Example calls, find postman collection in the release assets

# Health
curl -s http://localhost:3000/health

# Add funds to user wallet
curl -s -X POST http://localhost:3000/api/wallet/add-funds/u_1 \
  -H 'content-type: application/json' \
  -d '{"paymentMethodId":"pm_1","amount":50,"description":"Top up"}'

# Get balance by ownerId (userId or restaurantId or external id)
curl -s http://localhost:3000/api/wallet/balance/u_1

# List transactions
curl -s 'http://localhost:3000/api/wallet/transactions/u_1?offset=0&limit=10'

Integrity and reversals

  • All postings are atomic: the transaction and its ledger entries are written together.

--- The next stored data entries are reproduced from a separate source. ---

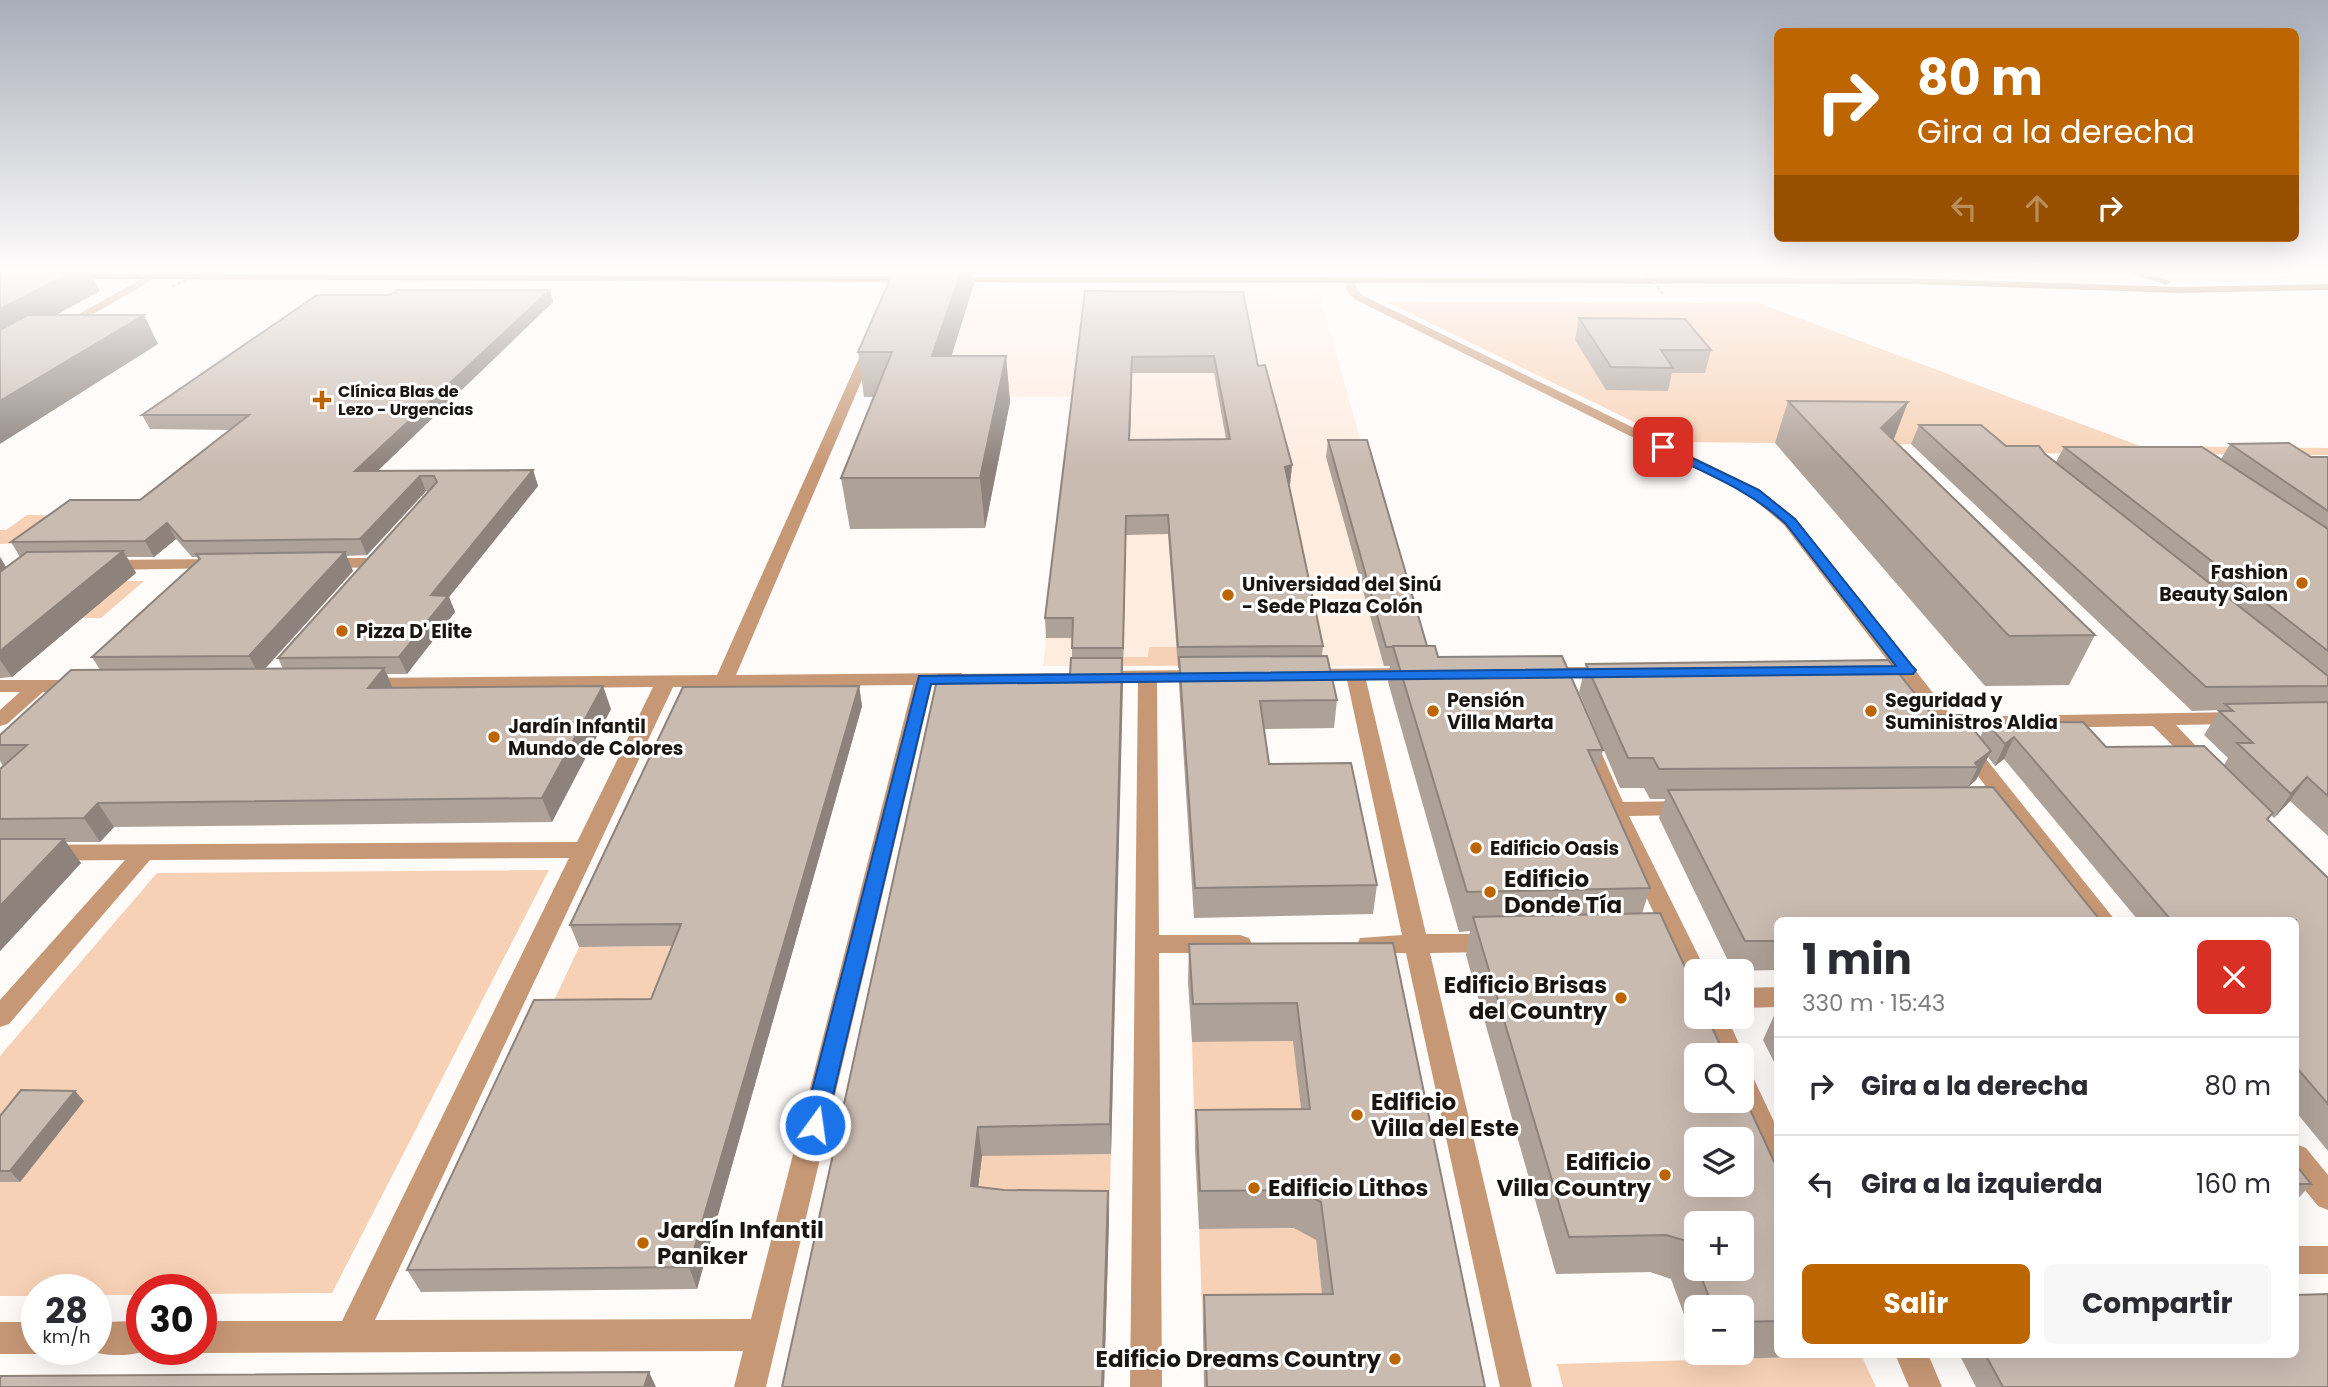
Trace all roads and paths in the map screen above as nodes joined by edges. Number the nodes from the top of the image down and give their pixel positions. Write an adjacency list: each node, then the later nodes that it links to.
1 (874, 337): 22 (street)
2 (1439, 337): 8 (street)
3 (377, 558): 4 (street); 7 (street)
4 (305, 563)
5 (237, 564): 6 (street)
6 (89, 565)
7 (355, 582)
8 (1908, 670): 9 (street); 32 (street)
9 (1852, 671)
10 (1522, 673): 11 (street)
11 (1558, 673): 12 (street); 27 (street)
12 (1628, 673)
13 (1434, 674): 14 (street)
14 (1355, 675): 16 (street); 48 (street)
15 (1217, 676): 17 (street)
16 (1286, 676)
17 (1148, 677): 19 (street); 45 (street)
18 (976, 678): 20 (street)
19 (1081, 678)
20 (924, 679): 22 (street); 59 (street)
21 (666, 681): 22 (street); 23 (street); 38 (street)
22 (724, 681)
23 (347, 684)
24 (38, 686): 25 (street); 26 (street); 30 (street)
25 (104, 686)
26 (0, 687)
27 (1568, 698)
28 (2259, 718): 29 (street)
29 (2158, 719): 32 (street); 33 (street)
30 (0, 720)
31 (1579, 723): 37 (street)
32 (1949, 723): 35 (street)
33 (2216, 777)
34 (1983, 806): 35 (street)
35 (2011, 806): 41 (street)
36 (1710, 808): 37 (street)
37 (1615, 809): 42 (street)
38 (587, 850): 40 (street); 60 (street)
39 (0, 853): 40 (street)
40 (143, 854): 52 (street)
41 (2101, 917)
42 (1679, 939): 43 (street); 49 (street)
43 (1624, 940)
44 (1514, 942): 48 (street)
45 (1147, 944): 46 (street); 66 (street)
46 (1269, 944)
47 (1350, 944): 48 (street)
48 (1418, 944): 67 (street)
49 (1688, 959)
50 (1774, 997): 51 (street)
51 (1754, 998)
52 (0, 1017)
53 (1754, 1108): 54 (street)
54 (1774, 1152)
55 (2299, 1161): 56 (street)
56 (2328, 1197)
57 (2299, 1260): 58 (street)
58 (2328, 1260)
59 (763, 1335): 60 (street); 65 (street)
60 (351, 1336): 61 (street)
61 (217, 1337)
62 (0, 1338): 63 (street)
63 (21, 1338)
64 (1913, 1358): 68 (street)
65 (750, 1387)
66 (1146, 1387)
67 (1516, 1387)
68 (1926, 1387)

  • Balances are derived and thus consistent by design.
  • The schema includes Transaction.reversedByTransactionId for future, explicit reversal flows (not yet implemented): to reverse, post a compensating transaction that balances the original, preserving the audit trail.

Extensibility ideas

  • Add transfer types (refunds, adjustments, holds/escrow)
  • Idempotency keys for posting
  • Balance snapshots (materialized views) for analytics without sacrificing correctness
  • Background payouts/settlements and event hooks for posting to external rails

Folder map

  • api/wallet/ — wallet routes, controller and service (posting and balance)
  • prisma/schema.prisma — authoritative data model
  • utils/response.ts — standardized JSON response envelope

TL;DR

The key takeaway:

This wallet is built on a true double‑entry ledger: every money movement is two entries that net to zero, balances are derived, and the audit trail is preserved. The result is safer, more debuggable money software.